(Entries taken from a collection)
━━━━━━━━━━━━━━━━━━━━━━━━━━━━━━
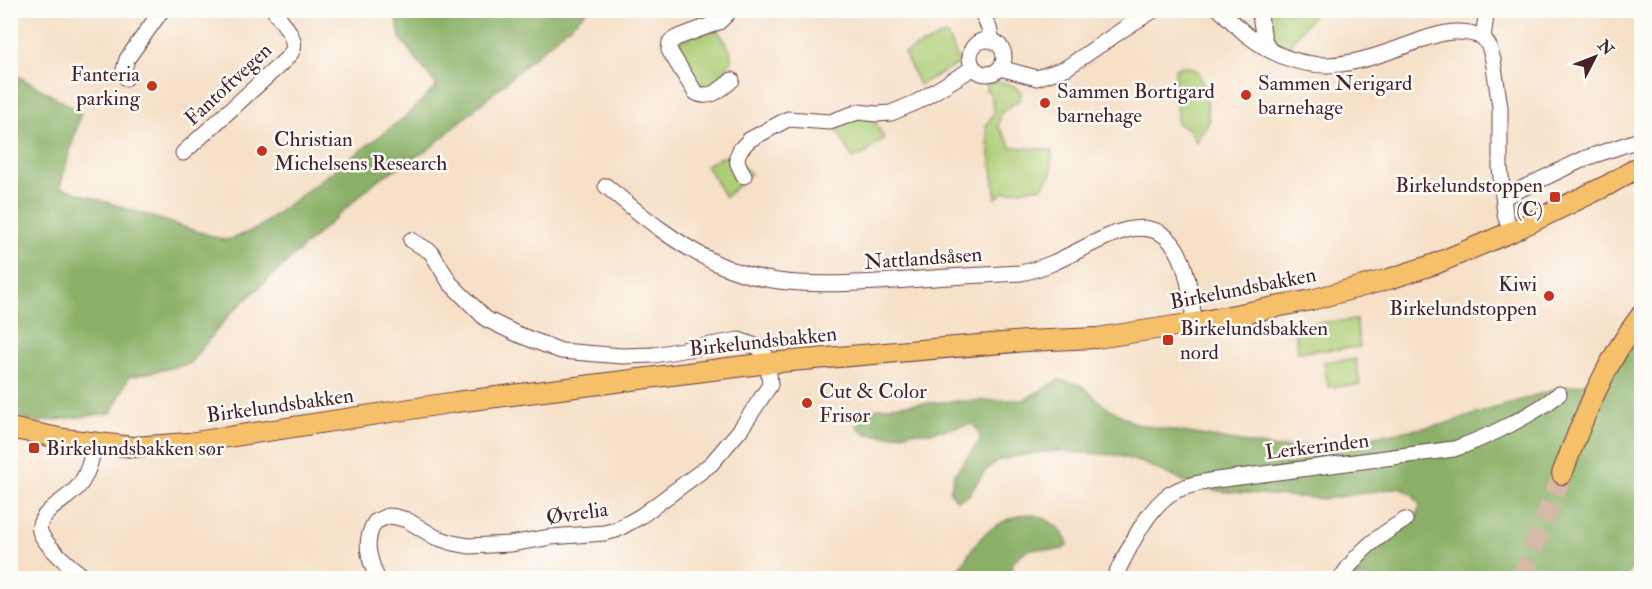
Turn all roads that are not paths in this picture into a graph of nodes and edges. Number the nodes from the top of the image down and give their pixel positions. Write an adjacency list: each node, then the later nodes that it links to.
1 (162, 10): 14 (street)
2 (273, 10): 17 (street, Fantoftvegen)
3 (731, 10): 15 (street)
4 (981, 10): 10 (street)
5 (1154, 10): 13 (street)
6 (1220, 10): 11 (street)
7 (1259, 10): 11 (street)
8 (1487, 10): 9 (street)
9 (1483, 37): 11 (street); 23 (street)
10 (992, 40): 12 (street); 13 (street)
11 (1269, 50)
12 (973, 68): 13 (street); 19 (street)
13 (1000, 68)
14 (126, 78)
15 (732, 80)
16 (1641, 140): 23 (street)
17 (183, 153)
18 (1641, 165): 21 (main road, Birkelundsbakken)
19 (744, 176)
20 (1641, 177): 21 (main road, Birkelundsbakken)
21 (1608, 185): 24 (main road, Birkelundsbakken)
22 (606, 186): 27 (street, Nattlandsåsen)
23 (1504, 197): 24 (street)
24 (1511, 232): 27 (main road, Birkelundsbakken)
25 (411, 240): 28 (street)
26 (1641, 314): 32 (main road)
27 (1194, 323): 28 (main road, Birkelundsbakken)
28 (768, 363): 31 (main road, Birkelundsbakken); 35 (street, Øvrelia)
29 (1559, 394): 36 (street, Lerkerinden)
30 (10, 428): 31 (main road, Birkelundsbakken)
31 (95, 443): 34 (street)
32 (1562, 474)
33 (1405, 520): 37 (street)
34 (86, 579)
35 (377, 579)
36 (1114, 579)
37 (1341, 579)

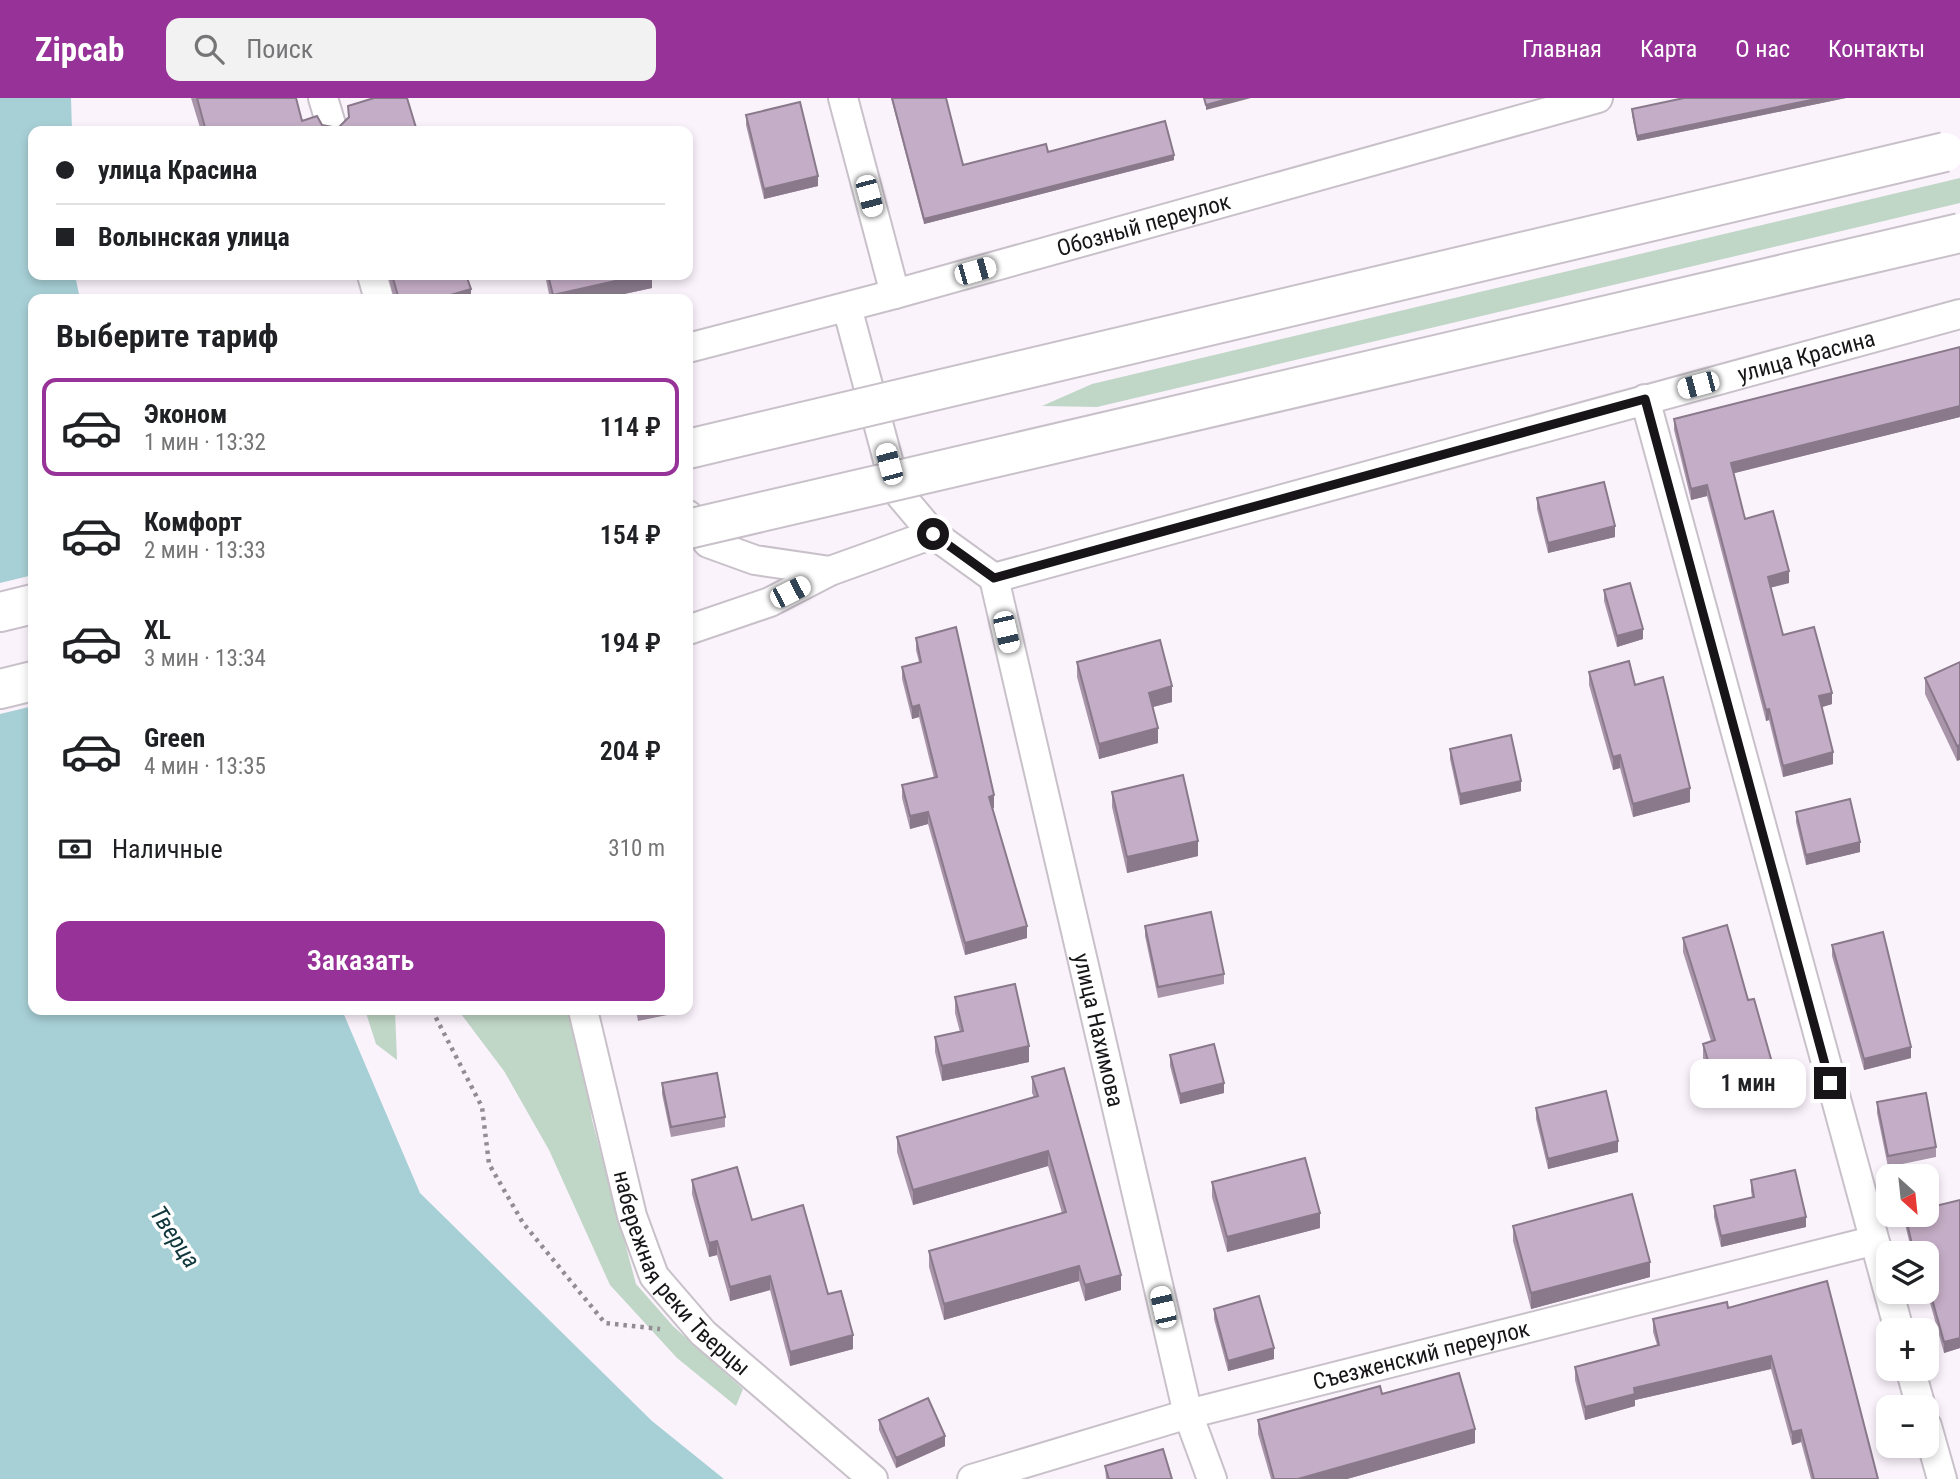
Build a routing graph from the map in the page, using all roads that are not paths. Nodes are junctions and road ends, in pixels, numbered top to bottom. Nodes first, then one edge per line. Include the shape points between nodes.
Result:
1 (323, 98) edge
2 (843, 98) edge
3 (1598, 98) edge
4 (1530, 106) edge
5 (331, 126) edge
6 (1953, 150) edge
7 (1960, 233) edge
8 (895, 294) junction
9 (847, 307) junction
10 (1960, 314) edge
11 (693, 347) edge
12 (1645, 399) junction
13 (693, 448) edge
14 (693, 522) edge
15 (693, 528) edge
16 (933, 534) junction
17 (830, 571) junction
18 (994, 578) junction
19 (28, 605) edge
20 (0, 612) edge
21 (693, 628) edge
22 (28, 682) edge
23 (0, 689) edge
24 (584, 1015) edge
25 (1872, 1241) junction
26 (1895, 1318) edge
27 (1188, 1415) junction
28 (1936, 1458) edge
29 (873, 1479) edge
30 (971, 1479) edge
31 (1212, 1479) edge
32 (1942, 1479) edge

1 - 5 street
2 - 8 street
3 - 4 street, Обозный переулок
4 - 8 street, Обозный переулок
6 - 13 main road, bridge
7 - 15 main road, bridge
8 - 9 street, Обозный переулок
9 - 11 street, Обозный переулок
9 - 16 street via 896,490
10 - 12 street, улица Красина
12 - 18 street, улица Красина
12 - 25 street
14 - 17 street via 708,542 755,560
16 - 17 street
16 - 18 street
17 - 21 street via 770,602
18 - 27 street, улица Нахимова
19 - 20 main road
22 - 23 main road
24 - 29 street, набережная реки Тверцы via 632,1216 654,1276 703,1333
25 - 26 street
25 - 27 street, Съезженский переулок
27 - 30 street, Съезженский переулок
27 - 31 street, улица Нахимова
28 - 32 street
━━━━━━━━━━━━━━━━━━━━━━━━━━━━━━
#### Directions for this task:
Exactly restate the lines from the beginning of the data through the line with "Build a routing", and no others, keeping pictures out.

#### Answer to this task:
Turn all roads that are not paths in this picture into a graph of nodes and edges. Number the nodes from the top of the image down and give their pixel positions. Write an adjacency list: each node, then the later nodes that it links to.
1 (162, 10): 14 (street)
2 (273, 10): 17 (street, Fantoftvegen)
3 (731, 10): 15 (street)
4 (981, 10): 10 (street)
5 (1154, 10): 13 (street)
6 (1220, 10): 11 (street)
7 (1259, 10): 11 (street)
8 (1487, 10): 9 (street)
9 (1483, 37): 11 (street); 23 (street)
10 (992, 40): 12 (street); 13 (street)
11 (1269, 50)
12 (973, 68): 13 (street); 19 (street)
13 (1000, 68)
14 (126, 78)
15 (732, 80)
16 (1641, 140): 23 (street)
17 (183, 153)
18 (1641, 165): 21 (main road, Birkelundsbakken)
19 (744, 176)
20 (1641, 177): 21 (main road, Birkelundsbakken)
21 (1608, 185): 24 (main road, Birkelundsbakken)
22 (606, 186): 27 (street, Nattlandsåsen)
23 (1504, 197): 24 (street)
24 (1511, 232): 27 (main road, Birkelundsbakken)
25 (411, 240): 28 (street)
26 (1641, 314): 32 (main road)
27 (1194, 323): 28 (main road, Birkelundsbakken)
28 (768, 363): 31 (main road, Birkelundsbakken); 35 (street, Øvrelia)
29 (1559, 394): 36 (street, Lerkerinden)
30 (10, 428): 31 (main road, Birkelundsbakken)
31 (95, 443): 34 (street)
32 (1562, 474)
33 (1405, 520): 37 (street)
34 (86, 579)
35 (377, 579)
36 (1114, 579)
37 (1341, 579)

Build a routing graph from the map in the page, using all roads that are not paths. Nodes are junctions and road ends, in pixels, numbered top to bottom. Nodes first, then one edge per line. Include the shape points between nodes.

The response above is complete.